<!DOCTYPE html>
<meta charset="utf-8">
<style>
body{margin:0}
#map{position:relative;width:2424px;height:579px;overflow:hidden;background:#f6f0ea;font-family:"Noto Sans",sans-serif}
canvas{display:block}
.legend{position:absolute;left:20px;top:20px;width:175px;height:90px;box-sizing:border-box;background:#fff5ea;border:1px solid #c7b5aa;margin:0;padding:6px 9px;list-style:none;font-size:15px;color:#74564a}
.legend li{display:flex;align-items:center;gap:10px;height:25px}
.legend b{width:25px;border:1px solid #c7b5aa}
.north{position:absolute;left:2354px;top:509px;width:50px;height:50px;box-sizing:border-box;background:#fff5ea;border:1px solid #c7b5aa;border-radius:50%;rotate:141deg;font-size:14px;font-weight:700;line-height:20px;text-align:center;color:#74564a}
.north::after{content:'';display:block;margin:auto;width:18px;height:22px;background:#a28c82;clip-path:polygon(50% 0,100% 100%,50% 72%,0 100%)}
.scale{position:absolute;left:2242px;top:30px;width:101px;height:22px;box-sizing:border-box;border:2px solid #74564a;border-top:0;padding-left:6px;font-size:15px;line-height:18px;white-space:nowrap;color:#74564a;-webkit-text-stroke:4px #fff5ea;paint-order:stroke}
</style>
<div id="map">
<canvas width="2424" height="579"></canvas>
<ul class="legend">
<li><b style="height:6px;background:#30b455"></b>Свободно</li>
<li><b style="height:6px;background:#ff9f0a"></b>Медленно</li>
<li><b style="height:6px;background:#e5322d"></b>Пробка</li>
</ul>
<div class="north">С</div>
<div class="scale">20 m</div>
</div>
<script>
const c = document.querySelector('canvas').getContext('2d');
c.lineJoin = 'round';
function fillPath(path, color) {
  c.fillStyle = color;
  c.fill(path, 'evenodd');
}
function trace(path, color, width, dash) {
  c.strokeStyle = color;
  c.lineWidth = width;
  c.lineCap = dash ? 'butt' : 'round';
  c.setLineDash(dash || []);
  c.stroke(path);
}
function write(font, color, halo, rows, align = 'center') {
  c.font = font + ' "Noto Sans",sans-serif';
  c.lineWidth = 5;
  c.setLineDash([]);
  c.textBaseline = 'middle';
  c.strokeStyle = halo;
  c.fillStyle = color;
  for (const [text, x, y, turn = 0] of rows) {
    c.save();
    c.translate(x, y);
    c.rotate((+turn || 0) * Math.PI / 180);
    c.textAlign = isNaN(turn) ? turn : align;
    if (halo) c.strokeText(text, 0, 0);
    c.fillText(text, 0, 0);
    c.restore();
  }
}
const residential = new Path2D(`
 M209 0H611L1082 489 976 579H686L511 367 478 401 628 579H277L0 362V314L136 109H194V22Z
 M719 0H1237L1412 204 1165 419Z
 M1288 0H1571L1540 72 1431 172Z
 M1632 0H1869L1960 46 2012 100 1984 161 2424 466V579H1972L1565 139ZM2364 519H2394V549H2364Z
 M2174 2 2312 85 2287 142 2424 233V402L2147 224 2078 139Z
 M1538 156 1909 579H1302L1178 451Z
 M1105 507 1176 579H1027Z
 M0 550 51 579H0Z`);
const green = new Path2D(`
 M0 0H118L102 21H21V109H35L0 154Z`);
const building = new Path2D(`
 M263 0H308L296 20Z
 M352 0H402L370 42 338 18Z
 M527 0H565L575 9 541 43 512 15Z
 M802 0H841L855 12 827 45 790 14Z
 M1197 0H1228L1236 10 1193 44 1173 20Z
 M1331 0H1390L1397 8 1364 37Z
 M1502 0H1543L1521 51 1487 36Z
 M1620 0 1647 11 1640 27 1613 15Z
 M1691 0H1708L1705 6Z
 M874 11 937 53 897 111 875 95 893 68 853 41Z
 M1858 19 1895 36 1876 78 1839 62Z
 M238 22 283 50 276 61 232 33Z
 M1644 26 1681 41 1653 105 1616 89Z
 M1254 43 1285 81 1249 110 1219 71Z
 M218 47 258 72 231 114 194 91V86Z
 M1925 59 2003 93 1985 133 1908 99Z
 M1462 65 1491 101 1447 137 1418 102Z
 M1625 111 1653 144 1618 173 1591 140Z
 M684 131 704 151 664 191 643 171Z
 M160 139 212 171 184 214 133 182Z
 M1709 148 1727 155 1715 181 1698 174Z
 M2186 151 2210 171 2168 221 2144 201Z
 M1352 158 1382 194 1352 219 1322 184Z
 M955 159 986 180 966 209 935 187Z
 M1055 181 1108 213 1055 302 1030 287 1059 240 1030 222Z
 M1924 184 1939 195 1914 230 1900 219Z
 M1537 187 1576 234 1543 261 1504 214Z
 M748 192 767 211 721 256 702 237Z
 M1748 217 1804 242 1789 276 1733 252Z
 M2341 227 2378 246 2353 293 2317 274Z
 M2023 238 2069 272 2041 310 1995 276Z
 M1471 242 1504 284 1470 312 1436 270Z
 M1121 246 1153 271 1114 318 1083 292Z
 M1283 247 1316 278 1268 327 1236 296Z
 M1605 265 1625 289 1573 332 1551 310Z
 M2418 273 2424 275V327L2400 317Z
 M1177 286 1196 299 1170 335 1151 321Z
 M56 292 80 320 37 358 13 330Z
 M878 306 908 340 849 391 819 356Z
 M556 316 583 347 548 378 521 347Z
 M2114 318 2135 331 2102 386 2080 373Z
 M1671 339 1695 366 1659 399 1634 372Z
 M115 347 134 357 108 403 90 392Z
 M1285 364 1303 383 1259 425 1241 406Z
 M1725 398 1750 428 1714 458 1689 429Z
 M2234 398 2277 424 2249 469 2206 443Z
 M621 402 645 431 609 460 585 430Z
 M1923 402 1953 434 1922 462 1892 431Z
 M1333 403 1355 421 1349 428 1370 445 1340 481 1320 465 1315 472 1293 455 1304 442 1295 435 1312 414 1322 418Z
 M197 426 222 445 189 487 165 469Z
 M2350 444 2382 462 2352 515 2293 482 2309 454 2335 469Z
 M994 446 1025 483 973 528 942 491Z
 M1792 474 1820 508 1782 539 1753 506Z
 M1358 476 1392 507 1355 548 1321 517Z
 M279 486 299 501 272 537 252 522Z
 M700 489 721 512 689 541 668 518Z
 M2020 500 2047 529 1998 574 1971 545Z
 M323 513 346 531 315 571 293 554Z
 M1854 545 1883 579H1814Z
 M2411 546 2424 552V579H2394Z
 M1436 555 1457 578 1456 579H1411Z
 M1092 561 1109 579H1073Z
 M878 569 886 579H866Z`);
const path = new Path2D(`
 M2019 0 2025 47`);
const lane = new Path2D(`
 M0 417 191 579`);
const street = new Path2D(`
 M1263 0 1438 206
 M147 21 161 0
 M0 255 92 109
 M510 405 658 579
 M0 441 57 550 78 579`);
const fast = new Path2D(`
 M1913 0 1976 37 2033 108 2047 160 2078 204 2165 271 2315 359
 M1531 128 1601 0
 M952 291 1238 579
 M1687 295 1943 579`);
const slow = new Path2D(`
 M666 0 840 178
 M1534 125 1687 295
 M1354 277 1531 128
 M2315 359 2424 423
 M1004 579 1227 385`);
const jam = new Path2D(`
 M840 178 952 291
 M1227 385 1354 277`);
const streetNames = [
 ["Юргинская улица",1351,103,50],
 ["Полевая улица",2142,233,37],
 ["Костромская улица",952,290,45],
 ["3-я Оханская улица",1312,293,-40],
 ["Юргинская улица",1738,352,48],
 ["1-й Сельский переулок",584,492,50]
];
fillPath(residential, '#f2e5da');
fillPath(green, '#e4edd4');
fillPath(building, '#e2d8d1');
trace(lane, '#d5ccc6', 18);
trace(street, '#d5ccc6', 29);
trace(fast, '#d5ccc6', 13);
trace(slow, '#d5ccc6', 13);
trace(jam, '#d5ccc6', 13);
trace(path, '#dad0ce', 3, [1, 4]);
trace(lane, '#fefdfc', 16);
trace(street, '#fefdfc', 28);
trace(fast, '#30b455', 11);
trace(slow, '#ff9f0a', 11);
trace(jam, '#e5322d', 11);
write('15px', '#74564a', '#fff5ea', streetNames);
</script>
--------------------------------------------------
What is being asked: Show every line of the material that includes the string "strokeStyle".

Solution to the exercise:
  c.strokeStyle = color;
  c.strokeStyle = halo;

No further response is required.